Re: Virtual inheritance and typedef

From:
"Trevor Vaughan" <clcppm-poster@this.is.invalid>
Newsgroups:
comp.lang.c++.moderated
Date:
Mon, 16 Nov 2009 08:27:22 CST
Message-ID:
<op.u3hpkxlhxofjdi@trevor-pc>
"David Vandevoorde" <daveed.vandevoorde@gmail.com> wrote:

Virtual inheritance ensures that there is only one base class
DefaultPolicies (in the original example; see also Figure 16.1 in
the book). When you write Policies::P3 in the BreadSlicer template,
a lookup is performed and finds two types P3: The one in Policy3_is
(found once) and the one in DefaultPolicies (found three times, via
Discriminator<..., 2>, Discriminator<..., 3>, and Discriminator
<..., 4>). However, DefaultPolicies is always a base class of
Policy3_is, so the "domination rule" applies and the type from the
more derived class is selected (i.e., Policy3_is).

Now, if ordinary inheritance is used instead, we find the same
types again, but this time the DefaultPolicies in which we find P3
(three times) are NOT base classes of Policy3_is. So the dominance
rule does not apply and the compiler cannot choose between the two
P3 types.


I think I get it now:

---BEGIN CODE---

#include <iostream>

struct A
{
     typedef int T;
};

struct B1 : /*virtual*/ A
{
     typedef double T;
};

struct B2 : /*virtual*/ A
{
};

struct C : B1, B2
{
};

int main()
{
     C::T x = 42;
     std::cout << "x = " << x << std::endl;

     return 0;
}

---END CODE---

Output on g++-4:

(1) With B1 and B2 both inheriting virtually from A, the program
     compiles OK and prints: x = 42

(2) With either occurrence of 'virtual' (or both) commented out, the
     following compiler error is generated:

     main.cpp: In function 'int main()':
     main.cpp:23: error: reference to 'T' is ambiguous
     main.cpp: 5: error: candidates are: typedef int A::T
     main.cpp:10: error: typedef double B1::T
      [etc.]

     (This time the g++ error is actually helpful!)

As I now understand it...

Lookup of C::T in main() finds both B1::T and A::T (the latter via
B2).

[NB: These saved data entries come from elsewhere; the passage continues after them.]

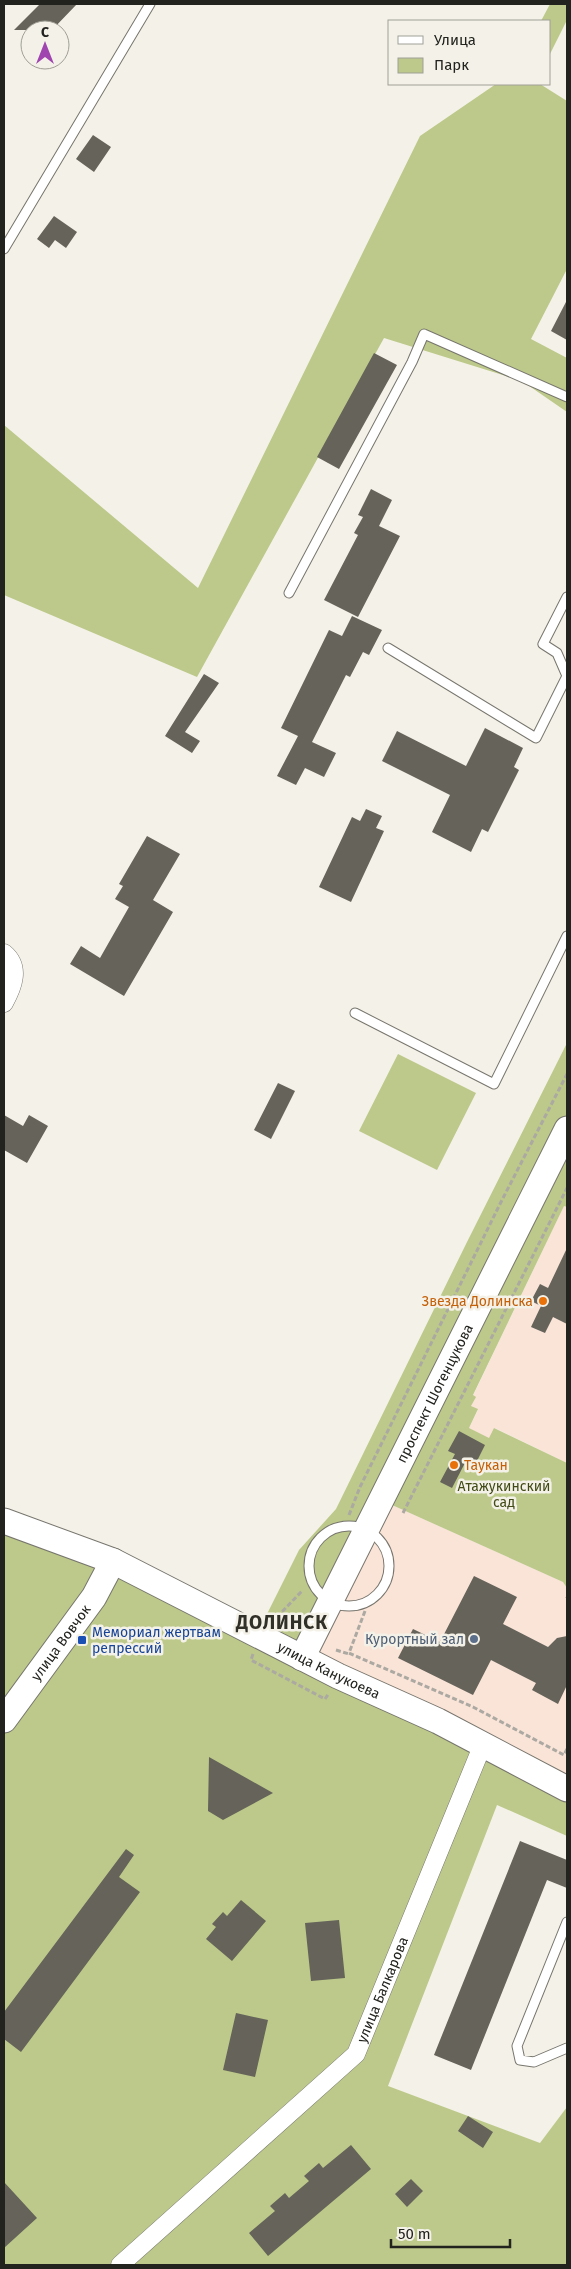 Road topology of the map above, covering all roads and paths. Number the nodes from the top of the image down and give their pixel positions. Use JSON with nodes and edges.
{"nodes":[{"id":1,"x":150,"y":4,"type":"edge"},
{"id":2,"x":4,"y":249,"type":"edge"},
{"id":3,"x":567,"y":397,"type":"edge"},
{"id":4,"x":289,"y":593,"type":"dead end"},
{"id":5,"x":567,"y":598,"type":"edge"},
{"id":6,"x":388,"y":648,"type":"dead end"},
{"id":7,"x":567,"y":936,"type":"edge"},
{"id":8,"x":4,"y":953,"type":"edge"},
{"id":9,"x":4,"y":1003,"type":"edge"},
{"id":10,"x":355,"y":1013,"type":"dead end"},
{"id":11,"x":567,"y":1074,"type":"edge"},
{"id":12,"x":567,"y":1129,"type":"edge"},
{"id":13,"x":567,"y":1188,"type":"edge"},
{"id":14,"x":403,"y":1513,"type":"dead end"},
{"id":15,"x":4,"y":1521,"type":"edge"},
{"id":16,"x":356,"y":1525,"type":"junction"},
{"id":17,"x":113,"y":1561,"type":"junction"},
{"id":18,"x":302,"y":1591,"type":"dead end"},
{"id":19,"x":329,"y":1602,"type":"junction"},
{"id":20,"x":365,"y":1611,"type":"dead end"},
{"id":21,"x":278,"y":1617,"type":"junction"},
{"id":22,"x":273,"y":1622,"type":"dead end"},
{"id":23,"x":287,"y":1624,"type":"dead end"},
{"id":24,"x":336,"y":1650,"type":"dead end"},
{"id":25,"x":349,"y":1653,"type":"junction"},
{"id":26,"x":253,"y":1654,"type":"dead end"},
{"id":27,"x":302,"y":1658,"type":"junction"},
{"id":28,"x":346,"y":1660,"type":"dead end"},
{"id":29,"x":334,"y":1686,"type":"dead end"},
{"id":30,"x":4,"y":1720,"type":"edge"},
{"id":31,"x":483,"y":1744,"type":"junction"},
{"id":32,"x":567,"y":1749,"type":"edge"},
{"id":33,"x":567,"y":1789,"type":"edge"},
{"id":34,"x":567,"y":1922,"type":"edge"},
{"id":35,"x":567,"y":2048,"type":"edge"},
{"id":36,"x":120,"y":2265,"type":"edge"}],
"edges":[{"from":1,"to":2,"type":"lane"},
{"from":3,"to":4,"type":"lane"},
{"from":5,"to":6,"type":"lane"},
{"from":7,"to":10,"type":"lane"},
{"from":8,"to":9,"type":"street"},
{"from":11,"to":16,"type":"path"},
{"from":12,"to":16,"type":"street","name":"проспект Шогенцукова"},
{"from":13,"to":14,"type":"path"},
{"from":15,"to":17,"type":"street","name":"улица Канукоева"},
{"from":16,"to":19,"type":"street","name":"проспект Шогенцукова"},
{"from":16,"to":19,"type":"lane"},
{"from":16,"to":19,"type":"lane"},
{"from":17,"to":27,"type":"street","name":"улица Канукоева"},
{"from":17,"to":30,"type":"street","name":"улица Вовчок"},
{"from":18,"to":21,"type":"path"},
{"from":19,"to":27,"type":"street","name":"проспект Шогенцукова"},
{"from":20,"to":25,"type":"path"},
{"from":21,"to":22,"type":"path"},
{"from":21,"to":23,"type":"path"},
{"from":24,"to":25,"type":"path"},
{"from":25,"to":28,"type":"path"},
{"from":25,"to":32,"type":"path"},
{"from":26,"to":29,"type":"path"},
{"from":27,"to":31,"type":"street","name":"улица Канукоева"},
{"from":31,"to":33,"type":"street","name":"улица Канукоева"},
{"from":31,"to":36,"type":"street","name":"улица Балкарова"},
{"from":34,"to":35,"type":"lane"}]}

With non-virtual inheritance, B1::T hides its own inherited
A::T, but cannot hide B2's inherited A::T, so both B1::T and A::T are
visible and C::T is therefore ambiguous.

But if both B1 and B2 inherit A virtually, the domination rule
applies and the most-derived declaration (in this case, B1::T) hides
all the others, even where these others are reachable "along a path
through the sub-object lattice that does not pass through the hiding
declaration." (to quote the C++98 Standard, Section 10.2/6)

Is this explanation correct?

I had noted that the _C++ Templates_ book refers to this Section of
the Standard in relation to the domination rule (footnote 2 on page
289), but, having never seen the Standard, I didn't realise that this
"domination rule" refers to virtual inheritance.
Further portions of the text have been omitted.